◆ **TASK ITEM**: Filtering the records below, copy only those lines that include the word "Left".

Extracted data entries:
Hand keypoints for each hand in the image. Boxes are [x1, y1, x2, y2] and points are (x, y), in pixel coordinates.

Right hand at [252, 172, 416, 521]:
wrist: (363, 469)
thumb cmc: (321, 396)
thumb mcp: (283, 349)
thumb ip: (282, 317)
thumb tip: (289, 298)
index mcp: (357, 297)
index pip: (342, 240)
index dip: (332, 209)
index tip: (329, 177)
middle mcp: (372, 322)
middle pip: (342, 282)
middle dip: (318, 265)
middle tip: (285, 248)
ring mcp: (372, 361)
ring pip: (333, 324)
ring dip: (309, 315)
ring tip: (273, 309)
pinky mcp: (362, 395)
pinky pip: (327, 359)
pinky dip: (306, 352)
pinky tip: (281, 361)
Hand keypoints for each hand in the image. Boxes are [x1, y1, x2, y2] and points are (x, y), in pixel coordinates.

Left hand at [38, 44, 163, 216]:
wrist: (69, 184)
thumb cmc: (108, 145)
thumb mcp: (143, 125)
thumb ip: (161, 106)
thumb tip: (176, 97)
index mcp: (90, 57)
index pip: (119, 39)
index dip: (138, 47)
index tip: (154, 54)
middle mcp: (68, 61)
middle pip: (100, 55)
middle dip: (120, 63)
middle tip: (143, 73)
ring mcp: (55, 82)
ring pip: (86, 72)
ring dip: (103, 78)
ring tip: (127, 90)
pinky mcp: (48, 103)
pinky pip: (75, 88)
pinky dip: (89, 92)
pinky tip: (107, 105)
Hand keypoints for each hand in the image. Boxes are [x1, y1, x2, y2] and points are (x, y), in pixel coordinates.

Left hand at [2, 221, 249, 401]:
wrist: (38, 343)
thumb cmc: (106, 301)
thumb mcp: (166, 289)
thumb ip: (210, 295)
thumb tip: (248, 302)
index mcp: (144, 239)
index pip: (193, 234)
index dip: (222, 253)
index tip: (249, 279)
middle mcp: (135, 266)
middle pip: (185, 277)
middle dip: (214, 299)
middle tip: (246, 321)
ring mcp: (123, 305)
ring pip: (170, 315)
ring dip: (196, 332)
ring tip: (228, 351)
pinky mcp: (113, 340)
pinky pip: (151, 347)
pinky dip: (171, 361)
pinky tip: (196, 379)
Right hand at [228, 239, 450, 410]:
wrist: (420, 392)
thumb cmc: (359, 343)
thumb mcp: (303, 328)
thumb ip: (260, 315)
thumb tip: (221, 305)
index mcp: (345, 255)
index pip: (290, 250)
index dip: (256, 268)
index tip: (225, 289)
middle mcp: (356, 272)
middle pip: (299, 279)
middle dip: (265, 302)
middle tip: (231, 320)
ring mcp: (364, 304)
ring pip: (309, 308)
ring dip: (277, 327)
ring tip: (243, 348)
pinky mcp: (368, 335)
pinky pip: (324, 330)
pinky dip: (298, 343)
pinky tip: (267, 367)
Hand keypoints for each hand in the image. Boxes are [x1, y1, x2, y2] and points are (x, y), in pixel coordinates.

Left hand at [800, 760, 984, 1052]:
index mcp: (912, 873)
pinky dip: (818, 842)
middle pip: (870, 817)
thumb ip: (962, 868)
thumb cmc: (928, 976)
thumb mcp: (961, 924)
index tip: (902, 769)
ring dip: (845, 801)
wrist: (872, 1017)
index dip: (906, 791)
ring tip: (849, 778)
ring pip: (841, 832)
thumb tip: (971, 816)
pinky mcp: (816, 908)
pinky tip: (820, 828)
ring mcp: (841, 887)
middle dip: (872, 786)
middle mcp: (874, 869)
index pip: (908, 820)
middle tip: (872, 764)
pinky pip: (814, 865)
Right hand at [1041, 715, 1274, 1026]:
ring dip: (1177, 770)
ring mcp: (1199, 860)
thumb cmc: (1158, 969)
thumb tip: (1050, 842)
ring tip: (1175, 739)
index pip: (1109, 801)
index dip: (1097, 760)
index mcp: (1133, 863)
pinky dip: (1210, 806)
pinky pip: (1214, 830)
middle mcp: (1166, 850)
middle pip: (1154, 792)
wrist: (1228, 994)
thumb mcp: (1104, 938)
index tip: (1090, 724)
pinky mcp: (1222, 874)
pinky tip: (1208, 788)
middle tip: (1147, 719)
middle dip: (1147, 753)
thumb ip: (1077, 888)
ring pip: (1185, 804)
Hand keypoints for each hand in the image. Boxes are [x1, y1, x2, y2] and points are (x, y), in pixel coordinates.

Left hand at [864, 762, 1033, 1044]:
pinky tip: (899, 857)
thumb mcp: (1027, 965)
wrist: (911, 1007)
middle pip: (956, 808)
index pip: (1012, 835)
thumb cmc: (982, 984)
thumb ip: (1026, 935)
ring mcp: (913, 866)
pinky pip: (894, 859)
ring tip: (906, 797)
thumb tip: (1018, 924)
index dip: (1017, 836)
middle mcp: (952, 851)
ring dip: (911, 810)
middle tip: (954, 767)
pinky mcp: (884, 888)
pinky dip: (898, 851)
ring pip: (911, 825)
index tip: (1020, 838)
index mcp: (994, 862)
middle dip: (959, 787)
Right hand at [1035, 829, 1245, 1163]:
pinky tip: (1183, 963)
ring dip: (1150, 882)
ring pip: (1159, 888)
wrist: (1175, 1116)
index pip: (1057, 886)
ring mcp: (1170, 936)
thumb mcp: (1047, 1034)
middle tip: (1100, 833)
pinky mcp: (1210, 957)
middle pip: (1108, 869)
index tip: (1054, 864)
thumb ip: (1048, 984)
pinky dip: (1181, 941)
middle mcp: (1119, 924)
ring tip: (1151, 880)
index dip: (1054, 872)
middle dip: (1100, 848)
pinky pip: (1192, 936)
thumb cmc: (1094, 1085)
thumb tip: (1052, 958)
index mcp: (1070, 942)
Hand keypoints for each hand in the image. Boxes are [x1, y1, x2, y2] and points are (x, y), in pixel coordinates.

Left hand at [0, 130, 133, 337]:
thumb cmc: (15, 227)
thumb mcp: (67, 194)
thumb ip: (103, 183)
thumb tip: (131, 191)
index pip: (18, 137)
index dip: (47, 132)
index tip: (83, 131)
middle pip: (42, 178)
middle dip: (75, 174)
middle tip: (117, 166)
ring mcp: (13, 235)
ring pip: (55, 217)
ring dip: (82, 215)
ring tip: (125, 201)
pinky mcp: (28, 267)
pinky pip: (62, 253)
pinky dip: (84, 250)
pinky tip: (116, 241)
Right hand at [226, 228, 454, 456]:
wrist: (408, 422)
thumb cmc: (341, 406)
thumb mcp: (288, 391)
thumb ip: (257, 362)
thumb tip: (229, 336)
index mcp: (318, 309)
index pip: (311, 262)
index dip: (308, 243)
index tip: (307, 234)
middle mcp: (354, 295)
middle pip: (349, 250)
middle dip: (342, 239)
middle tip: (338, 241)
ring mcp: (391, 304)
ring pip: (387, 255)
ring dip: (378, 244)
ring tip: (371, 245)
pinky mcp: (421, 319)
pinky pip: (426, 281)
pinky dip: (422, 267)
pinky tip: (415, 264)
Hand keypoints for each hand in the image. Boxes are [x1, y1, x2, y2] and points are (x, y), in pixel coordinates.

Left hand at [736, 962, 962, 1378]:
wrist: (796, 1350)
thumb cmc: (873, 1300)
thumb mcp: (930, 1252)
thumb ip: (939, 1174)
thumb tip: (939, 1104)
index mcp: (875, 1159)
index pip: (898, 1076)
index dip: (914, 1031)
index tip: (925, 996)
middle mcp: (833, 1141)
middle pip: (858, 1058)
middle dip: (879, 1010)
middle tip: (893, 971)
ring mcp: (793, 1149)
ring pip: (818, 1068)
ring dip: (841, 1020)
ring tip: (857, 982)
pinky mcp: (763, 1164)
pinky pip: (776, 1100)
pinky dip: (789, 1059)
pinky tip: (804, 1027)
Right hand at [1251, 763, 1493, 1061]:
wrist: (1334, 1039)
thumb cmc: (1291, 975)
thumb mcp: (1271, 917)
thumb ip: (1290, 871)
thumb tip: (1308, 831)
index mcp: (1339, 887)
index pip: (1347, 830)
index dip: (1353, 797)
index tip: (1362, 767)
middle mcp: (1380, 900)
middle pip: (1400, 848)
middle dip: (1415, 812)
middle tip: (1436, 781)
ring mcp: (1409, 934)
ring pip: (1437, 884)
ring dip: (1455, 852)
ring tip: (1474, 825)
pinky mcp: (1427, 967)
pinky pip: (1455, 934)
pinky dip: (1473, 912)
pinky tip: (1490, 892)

◆ **TASK SOLUTION**:
Left hand at [38, 44, 163, 216]:
Left hand at [2, 221, 249, 401]:
Left hand at [800, 760, 984, 1052]:
Left hand at [864, 762, 1033, 1044]:
Left hand at [0, 130, 133, 337]:
Left hand at [736, 962, 962, 1378]:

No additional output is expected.